A Greek default would hit European banks hard, but would also likely damage investor sentiment towards Ireland and Portugal, already being rescued, and Spain and even Italy and Belgium which have high debt loads. The eurozone issued an ultimatum to Greece on Monday, when it held back the latest slice of a rescue loan from last year. It told Greek lawmakers, in effect, to support the government and approve new, deep crisis action on the budget, even while recognising that this further delay and uncertainty could raise pressure throughout the eurozone.
Greece needs the 12-billion-euro ($17-billion-dollar) loan instalment to pay bills next month, but a much bigger issue for the whole eurozone is a new huge loan needed by Athens to avoid default on its debt in the months and years ahead.
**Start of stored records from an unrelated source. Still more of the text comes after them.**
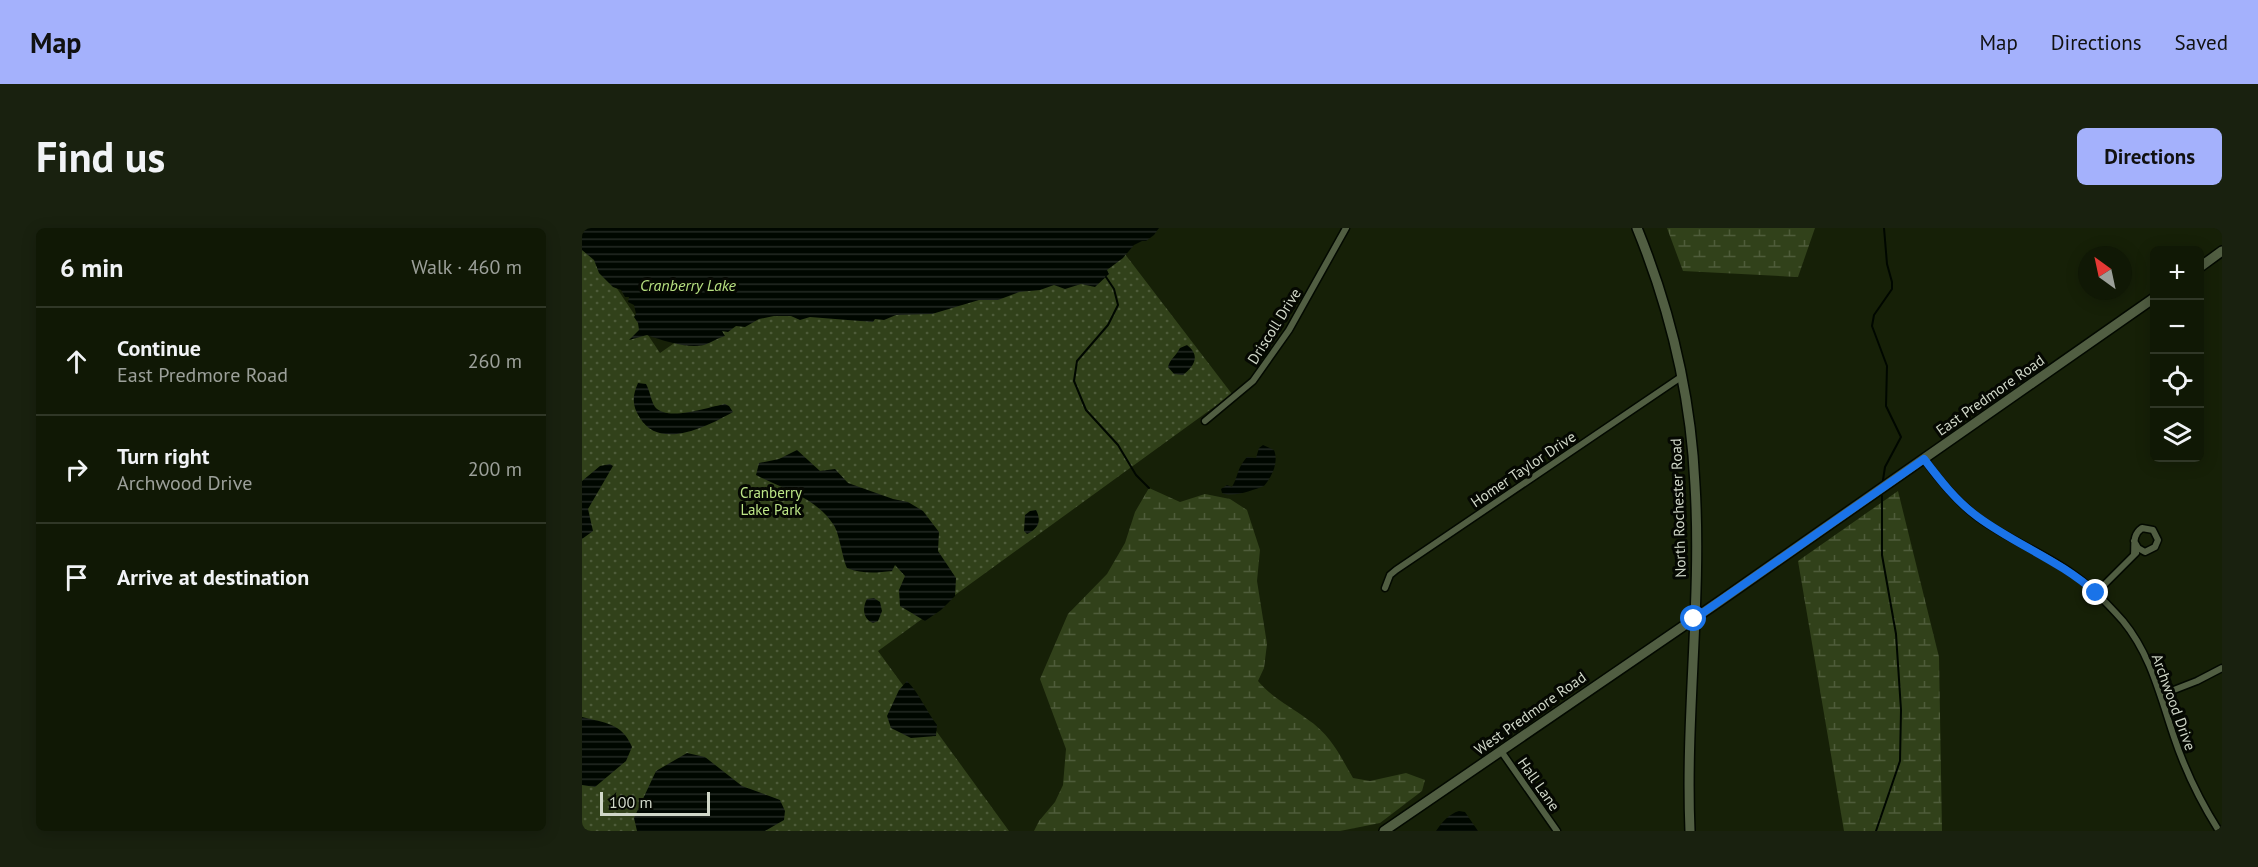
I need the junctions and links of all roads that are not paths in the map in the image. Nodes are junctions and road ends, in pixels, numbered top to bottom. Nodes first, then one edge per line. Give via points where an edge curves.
1 (1346, 228) edge
2 (1637, 228) edge
3 (2222, 251) edge
4 (2204, 264) edge
5 (2151, 300) edge
6 (1681, 377) junction
7 (1205, 421) dead end
8 (1924, 459) junction
9 (2134, 541) junction
10 (2145, 552) junction
11 (2134, 554) junction
12 (1386, 588) dead end
13 (2096, 593) junction
14 (1694, 619) junction
15 (2222, 668) edge
16 (2161, 695) junction
17 (1501, 751) junction
18 (1384, 831) edge
19 (1557, 831) edge
20 (1690, 831) edge
21 (2219, 831) edge

1 - 7 street, Driscoll Drive via 1289,330 1259,373
2 - 6 street, North Rochester Road via 1661,293
3 - 4 street
5 - 8 street, East Predmore Road
6 - 12 street, Homer Taylor Drive via 1396,570
6 - 14 street, North Rochester Road via 1695,487
8 - 13 street, Archwood Drive via 1977,516 2068,571
8 - 14 street, East Predmore Road
9 - 10 street
9 - 10 street via 2142,528 2153,530 2158,536 2157,544
9 - 11 street
10 - 11 street
11 - 13 street
13 - 16 street, Archwood Drive via 2143,649
14 - 17 street, West Predmore Road
14 - 20 street, North Rochester Road via 1688,775
15 - 16 street
16 - 21 street, Archwood Drive via 2189,779
17 - 18 street, West Predmore Road
17 - 19 street, Hall Lane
Germany insists this must involve losses for private lenders such as banks and insurance companies. But rating agencies have warned that this could spell default even if supposedly voluntary, and the European Central Bank has said that in that event it might be forced to cut lifeline financing to Greek banks. Analysts say that all these factors raise a serious threat of mayhem in the eurozone with repercussions on global markets, but the parliament in Athens to approve the austerity measures, and the EU and IMF then to approve further bailout funding. On Tuesday the Greek treasury raised 1.625 billion euros in an auction of three-month treasury bills. The sale was oversubscribed nearly three times over, but Athens ended up offering an interest rate of 4.62 percent, up from 4.06 percent in the last equivalent offer in May.
Despite deep public discontent and distress, Papandreou vowed on the eve of the vote there would be no backsliding on the 28-billion-euro ($40 billion) programme of cuts needed to unlock further aid needed to keep the country from going broke next month. “We are determined as a country, as a government to be on track with the programme, to move forward to do what is necessary in order to get our country into a fiscally much better and viable position,” Papandreou said after talks in Brussels on Monday with Herman Van Rompuy, president of the EU Council.